• Excerpts from a dataset

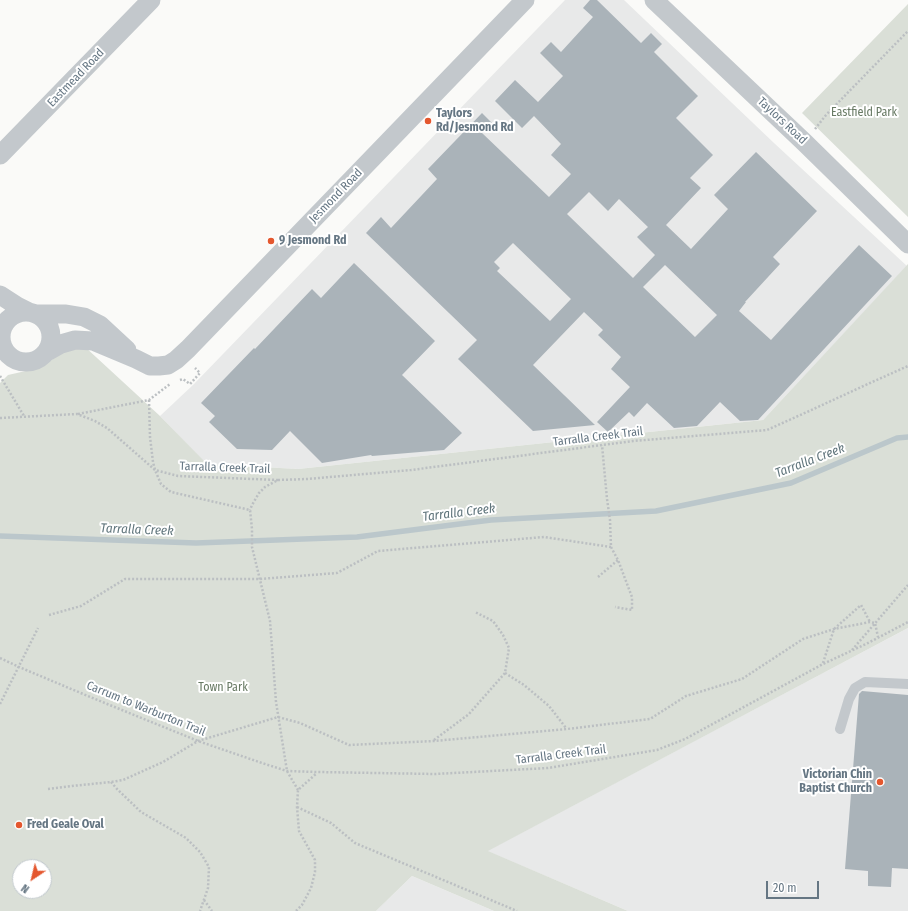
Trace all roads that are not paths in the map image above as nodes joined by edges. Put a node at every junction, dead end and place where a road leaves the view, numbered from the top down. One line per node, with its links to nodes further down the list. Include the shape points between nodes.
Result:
1 (151, 0): 4 (street, Eastmead Road)
2 (526, 0): 10 (street, Jesmond Road, via 181,356 168,365 158,366 150,366)
3 (654, 0): 5 (street, Taylors Road)
4 (0, 155)
5 (908, 244)
6 (0, 295): 7 (street)
7 (33, 313): 8 (street, via 15,314); 9 (street, via 43,318 50,331 51,339); 10 (street, Jesmond Road, via 84,317 100,325)
8 (1, 330): 11 (street, via 1,342 5,350 10,356)
9 (45, 353): 10 (street, Jesmond Road, via 75,340 93,341); 11 (street, via 40,358)
10 (136, 359)
11 (27, 362): 12 (street)
12 (0, 368)
13 (908, 684): 14 (lane, via 866,682 855,688 848,699)
14 (840, 729)

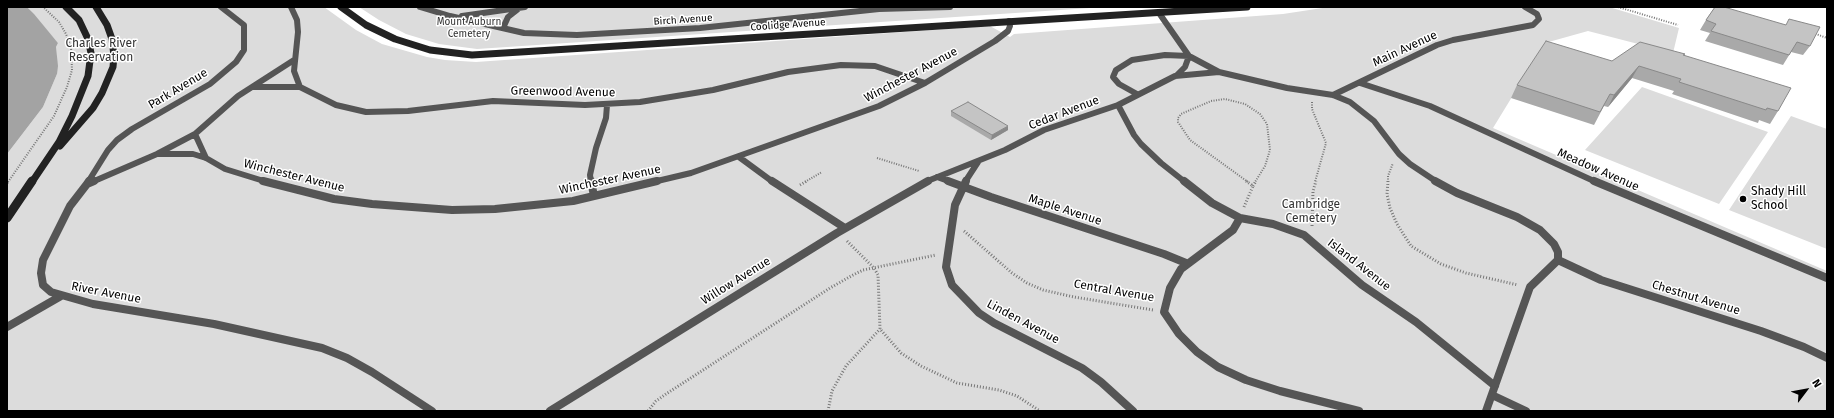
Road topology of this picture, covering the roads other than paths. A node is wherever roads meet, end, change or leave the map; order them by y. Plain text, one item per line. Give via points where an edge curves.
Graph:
1 (66, 7) edge
2 (96, 7) edge
3 (221, 7) edge
4 (290, 7) edge
5 (341, 7) edge
6 (420, 7) edge
7 (950, 7) edge
8 (1247, 7) edge
9 (1525, 7) edge
10 (523, 8) edge
11 (879, 8) edge
12 (1159, 13) junction
13 (450, 16) junction
14 (1009, 21) junction
15 (504, 28) junction
16 (1189, 56) junction
17 (294, 60) junction
18 (1219, 72) junction
19 (1175, 76) junction
20 (925, 83) junction
21 (1360, 83) junction
22 (300, 87) junction
23 (251, 88) junction
24 (1137, 94) junction
25 (1333, 95) junction
26 (607, 105) junction
27 (1118, 105) junction
28 (195, 134) junction
29 (157, 154) junction
30 (50, 157) junction
31 (739, 157) junction
32 (206, 158) junction
33 (978, 162) junction
34 (937, 177) junction
35 (87, 184) junction
36 (962, 187) junction
37 (594, 196) junction
38 (7, 218) edge
39 (1240, 218) junction
40 (845, 228) junction
41 (1558, 260) junction
42 (1186, 263) junction
43 (1827, 278) edge
44 (61, 296) junction
45 (7, 328) edge
46 (1827, 358) edge
47 (1494, 386) junction
48 (1492, 395) junction
49 (432, 411) edge
50 (550, 411) edge
51 (1134, 411) edge
52 (1359, 411) edge
53 (1486, 411) edge
54 (1526, 411) edge

1 - 30 street via 82,25 90,46 91,60 77,104
2 - 30 street via 112,39 114,56 111,73 90,112
3 - 35 lane, Park Avenue via 244,25 244,50 236,62 210,84 116,140
4 - 17 lane via 297,20 298,32
5 - 14 street, Coolidge Avenue via 366,25 395,39 430,50 472,56
6 - 13 lane, Birch Avenue
7 - 11 lane, Birch Avenue
8 - 12 street, Coolidge Avenue
9 - 21 lane, Main Avenue via 1537,14 1539,19 1533,26 1445,42
10 - 13 lane via 475,16
10 - 15 lane via 508,17
11 - 15 lane, Birch Avenue via 749,24 618,34 551,35
12 - 14 street, Coolidge Avenue
12 - 16 lane
13 - 15 lane, Birch Avenue
14 - 20 lane, Winchester Avenue via 1008,31 1000,38
16 - 18 lane
16 - 19 lane via 1185,67
16 - 24 lane via 1165,55 1126,62 1116,70 1113,77 1119,84
17 - 22 lane via 294,70
17 - 23 lane, River Avenue
18 - 19 lane
18 - 25 lane via 1281,87
19 - 24 lane, Cedar Avenue
20 - 26 lane, Greenwood Avenue via 875,66 841,65 788,72 672,97
20 - 31 lane, Winchester Avenue via 854,116
21 - 25 lane, Main Avenue
21 - 43 lane, Meadow Avenue via 1430,106 1602,185
22 - 23 lane
22 - 26 lane, Greenwood Avenue via 336,105 366,112 408,112 493,101
23 - 28 lane, River Avenue via 238,96
24 - 27 lane, Cedar Avenue
25 - 41 lane via 1366,113 1384,132 1399,154 1445,187 1517,217 1540,230 1554,244
26 - 37 lane via 606,118 590,175
27 - 33 lane, Cedar Avenue via 1044,130
27 - 39 lane, Island Avenue via 1134,135 1150,153 1212,203
28 - 29 lane, River Avenue
28 - 32 lane
29 - 32 lane, Winchester Avenue via 194,154
29 - 35 lane, River Avenue
30 - 38 street
31 - 37 lane, Winchester Avenue via 685,174
31 - 40 lane via 756,171
32 - 37 lane, Winchester Avenue via 225,169 300,192 380,205 452,210 495,209 574,201
33 - 34 lane, Cedar Avenue
33 - 36 lane, Linden Avenue
34 - 36 lane, Maple Avenue
34 - 40 lane, Willow Avenue via 909,190
35 - 44 lane, River Avenue via 70,206 43,260 43,286
36 - 42 lane, Maple Avenue
36 - 51 lane, Linden Avenue via 955,204 946,266 952,285 978,313 1082,368
39 - 42 lane via 1233,230
39 - 47 lane, Island Avenue via 1273,224 1304,235 1362,285 1416,322
40 - 50 lane, Willow Avenue
41 - 46 lane, Chestnut Avenue via 1622,288 1761,331
41 - 47 lane via 1530,287
42 - 52 lane, Central Avenue via 1170,288 1164,312 1179,334 1197,352 1218,367 1246,380
44 - 45 lane
44 - 49 lane, River Avenue via 93,304 214,324 322,348 372,372
47 - 48 lane
48 - 53 lane
48 - 54 lane

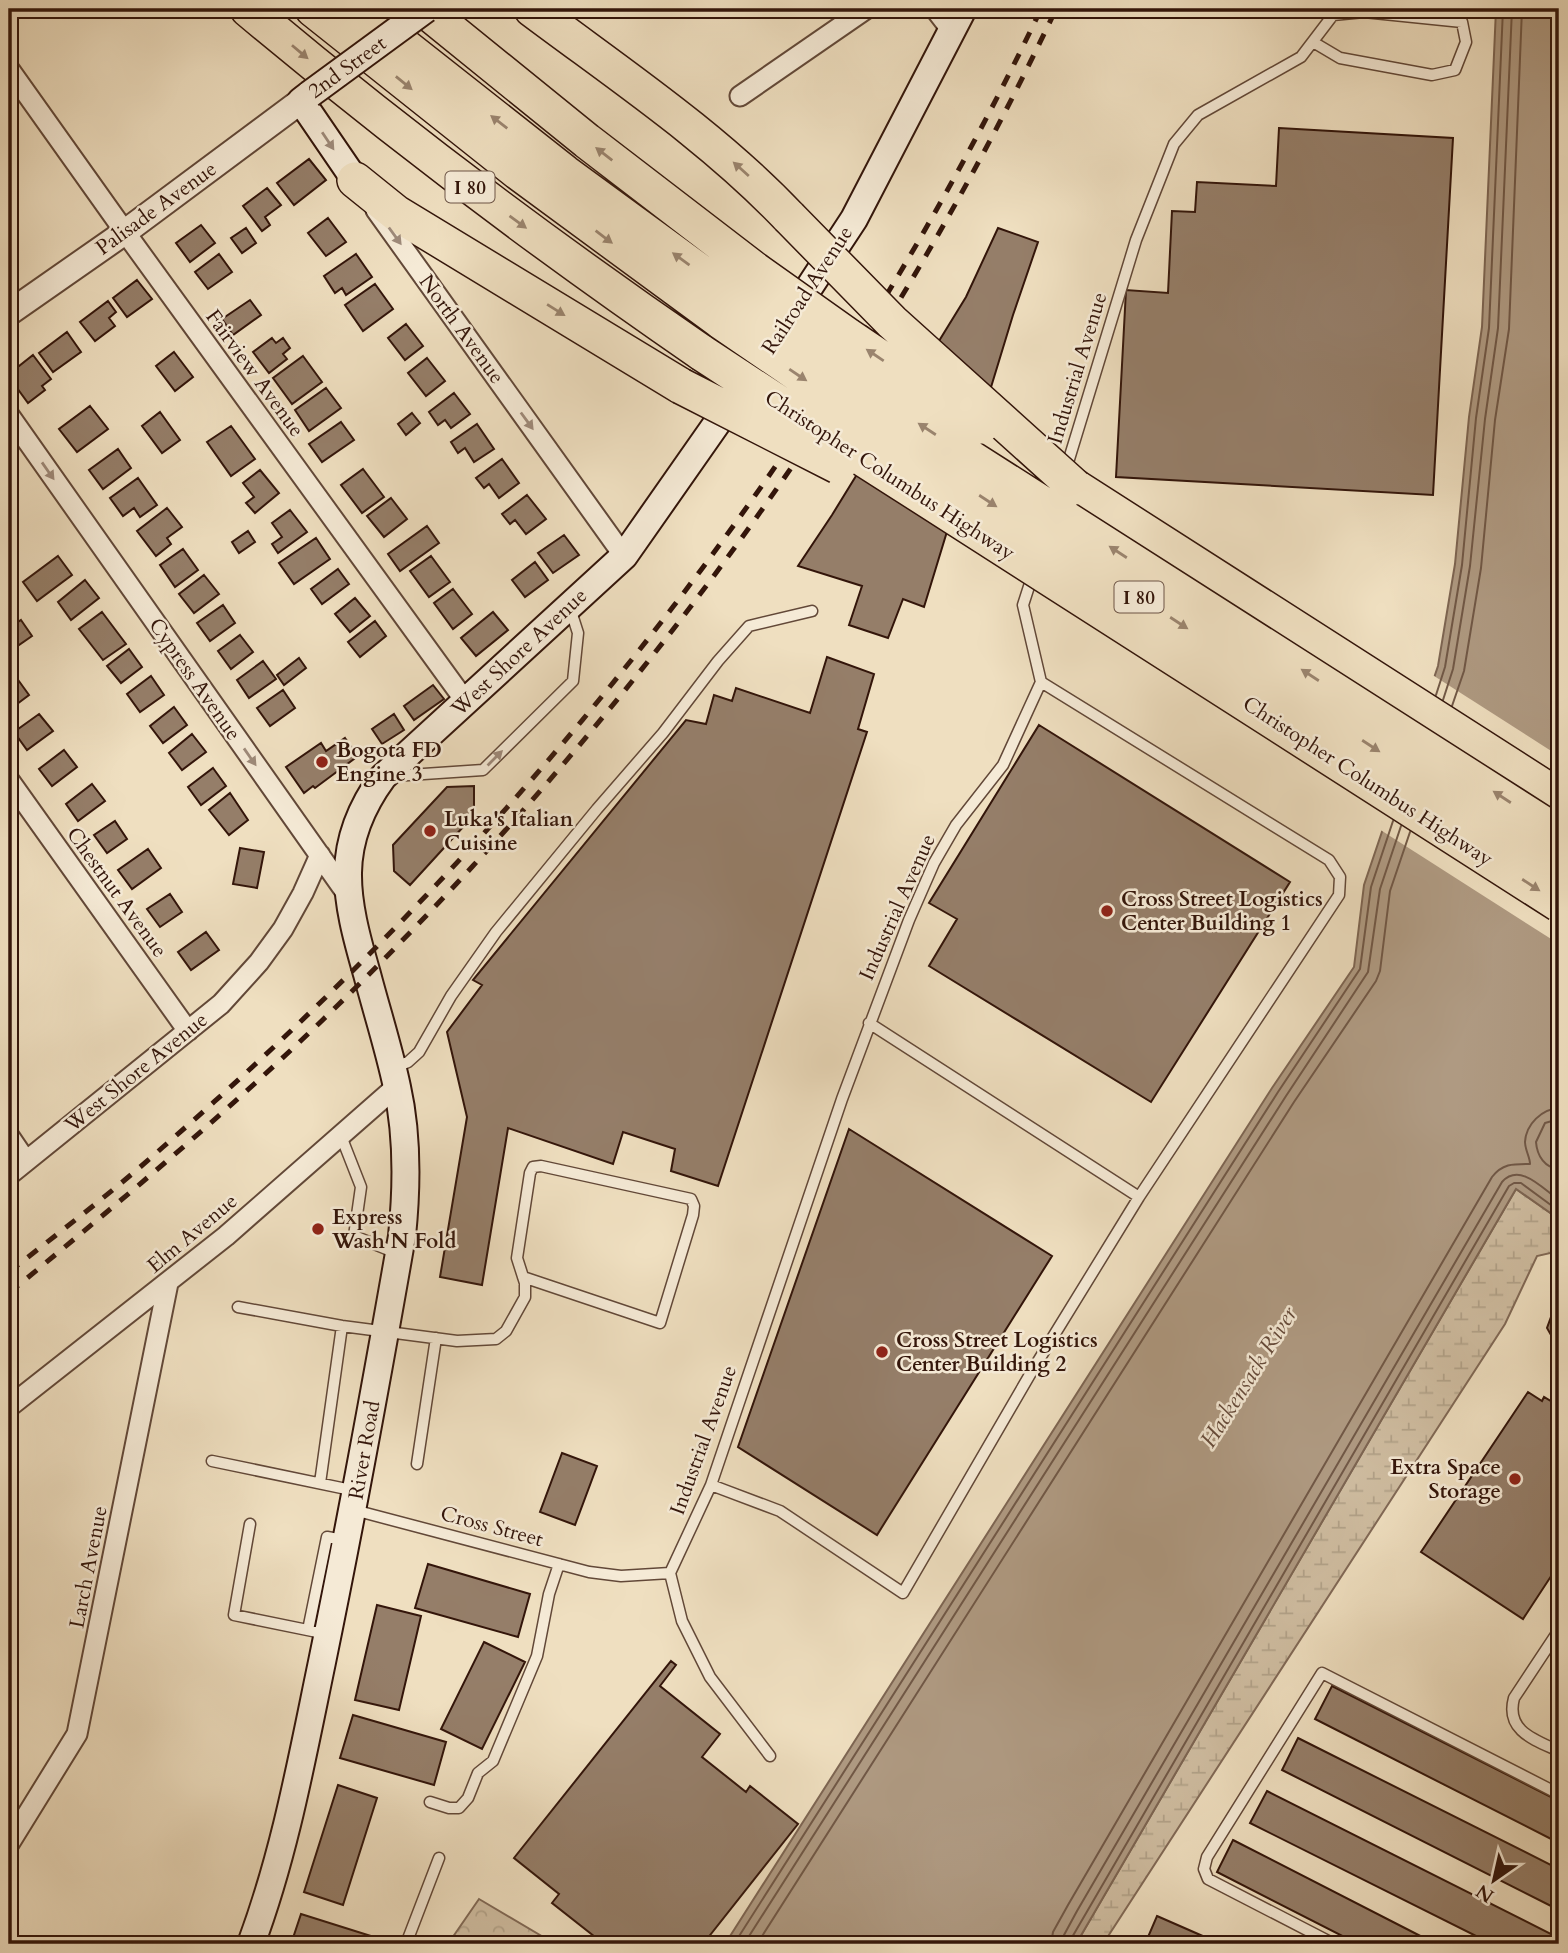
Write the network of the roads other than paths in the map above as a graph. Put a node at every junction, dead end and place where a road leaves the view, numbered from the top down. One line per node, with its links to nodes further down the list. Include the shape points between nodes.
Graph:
1 (248, 9): 21 (highway, Christopher Columbus Highway / I 80, one-way to 21, bridge, via 463,181 584,270 702,353)
2 (313, 9): 16 (highway, Christopher Columbus Highway / I 80, one-way to 16, via 551,197)
3 (357, 9): 16 (highway, Christopher Columbus Highway / I 80, one-way to 3, via 607,205)
4 (425, 9): 13 (main road, 2nd Street, bridge); 19 (highway, one-way to 4, bridge, via 755,270)
5 (531, 9): 19 (highway, one-way to 5, bridge, via 737,165)
6 (866, 9): 12 (street)
7 (935, 9): 9 (street)
8 (1333, 12): 10 (lane, Industrial Avenue); 10 (lane, via 1462,22 1466,42 1455,70 1432,75 1340,58)
9 (958, 20): 20 (main road, Railroad Avenue, via 854,219)
10 (1313, 42): 19 (lane, Industrial Avenue, via 1301,57 1198,115 1174,144 1136,240)
11 (9, 69): 15 (street, Fairview Avenue)
12 (740, 96)
13 (306, 97): 14 (main road, North Avenue, one-way to 14); 15 (street, Palisade Avenue)
14 (355, 180): 20 (street, North Avenue, one-way to 20); 21 (highway, one-way to 21, bridge, via 396,213 681,386)
15 (125, 232): 17 (street, Palisade Avenue); 25 (street, Fairview Avenue)
16 (729, 310): 29 (highway, Christopher Columbus Highway / I 80, one-way to 16, bridge, via 970,458); 31 (highway, Christopher Columbus Highway / I 80, one-way to 31, bridge, via 924,460)
17 (9, 313)
18 (9, 415): 30 (street, Cypress Avenue, one-way to 30)
19 (1064, 491): 24 (lane, Industrial Avenue, via 1023,605); 28 (highway)
20 (624, 556): 22 (main road, West Shore Avenue)
21 (1019, 558): 33 (highway, Christopher Columbus Highway / I 80, one-way to 33, bridge)
22 (570, 606): 25 (main road, West Shore Avenue); 26 (lane, one-way to 22, via 483,770 573,681 578,633)
23 (812, 611): 37 (lane, via 749,626 496,932 419,1052)
24 (1041, 682): 35 (lane, Industrial Avenue, via 1003,765 956,825 934,863); 42 (lane, via 1329,860 1340,877 1339,895)
25 (466, 702): 26 (main road, West Shore Avenue)
26 (383, 777): 32 (main road, West Shore Avenue, via 355,828)
27 (9, 780): 36 (street, Chestnut Avenue)
28 (1559, 797)
29 (1559, 834)
30 (320, 855): 32 (street, Cypress Avenue); 36 (street, West Shore Avenue, via 283,929 259,962 221,1004)
31 (1559, 866)
32 (347, 894): 34 (main road, Cypress Avenue)
33 (1559, 904)
34 (360, 951): 37 (main road, River Road)
35 (869, 1023): 42 (lane); 54 (lane, Industrial Avenue)
36 (188, 1031): 40 (street, West Shore Avenue)
37 (395, 1077): 39 (street, Elm Avenue); 43 (main road, River Road, via 406,1163)
38 (9, 1136): 40 (street)
39 (341, 1136): 43 (lane, via 361,1186 354,1236); 45 (street, Elm Avenue)
40 (26, 1161): 41 (street, West Shore Avenue)
41 (9, 1175)
42 (1139, 1197): 54 (lane, via 904,1593 780,1511)
43 (399, 1254): 48 (main road, River Road)
44 (523, 1277): 44 (lane, via 517,1258 533,1167 691,1199 693,1215 660,1323); 49 (lane, via 526,1297 496,1339)
45 (169, 1283): 50 (street, Elm Avenue); 65 (street, Larch Avenue, via 77,1734)
46 (238, 1307): 47 (lane)
47 (342, 1326): 48 (lane); 53 (lane)
48 (385, 1331): 49 (lane); 55 (main road, River Road)
49 (436, 1338): 52 (lane)
50 (9, 1407)
51 (212, 1461): 53 (lane, Cross Street)
52 (417, 1464)
53 (320, 1483): 55 (lane, Cross Street)
54 (711, 1486): 58 (lane, Industrial Avenue)
55 (355, 1500): 57 (lane, Cross Street); 60 (main road, River Road)
56 (250, 1524): 60 (lane, via 234,1615)
57 (559, 1564): 58 (lane, Cross Street, via 621,1576); 64 (lane, via 537,1656 493,1761 478,1773 459,1808)
58 (670, 1573): 62 (lane, via 682,1620 710,1677)
59 (1559, 1630): 61 (lane, via 1514,1698 1511,1710 1521,1732)
60 (318, 1632): 67 (main road, River Road, via 299,1782)
61 (1559, 1751)
62 (770, 1756)
63 (1559, 1794): 69 (lane, via 1322,1673 1207,1857 1204,1869 1208,1879)
64 (430, 1802)
65 (9, 1844)
66 (439, 1858): 68 (lane)
67 (251, 1944)
68 (406, 1944)
69 (1334, 1944)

• WHAT YOU NEED TO DO
Scan the records above and report every line with the string "Cedar".

• RESPONSE FOR THIS EXERCISE
19 - 24 lane, Cedar Avenue
24 - 27 lane, Cedar Avenue
27 - 33 lane, Cedar Avenue via 1044,130
33 - 34 lane, Cedar Avenue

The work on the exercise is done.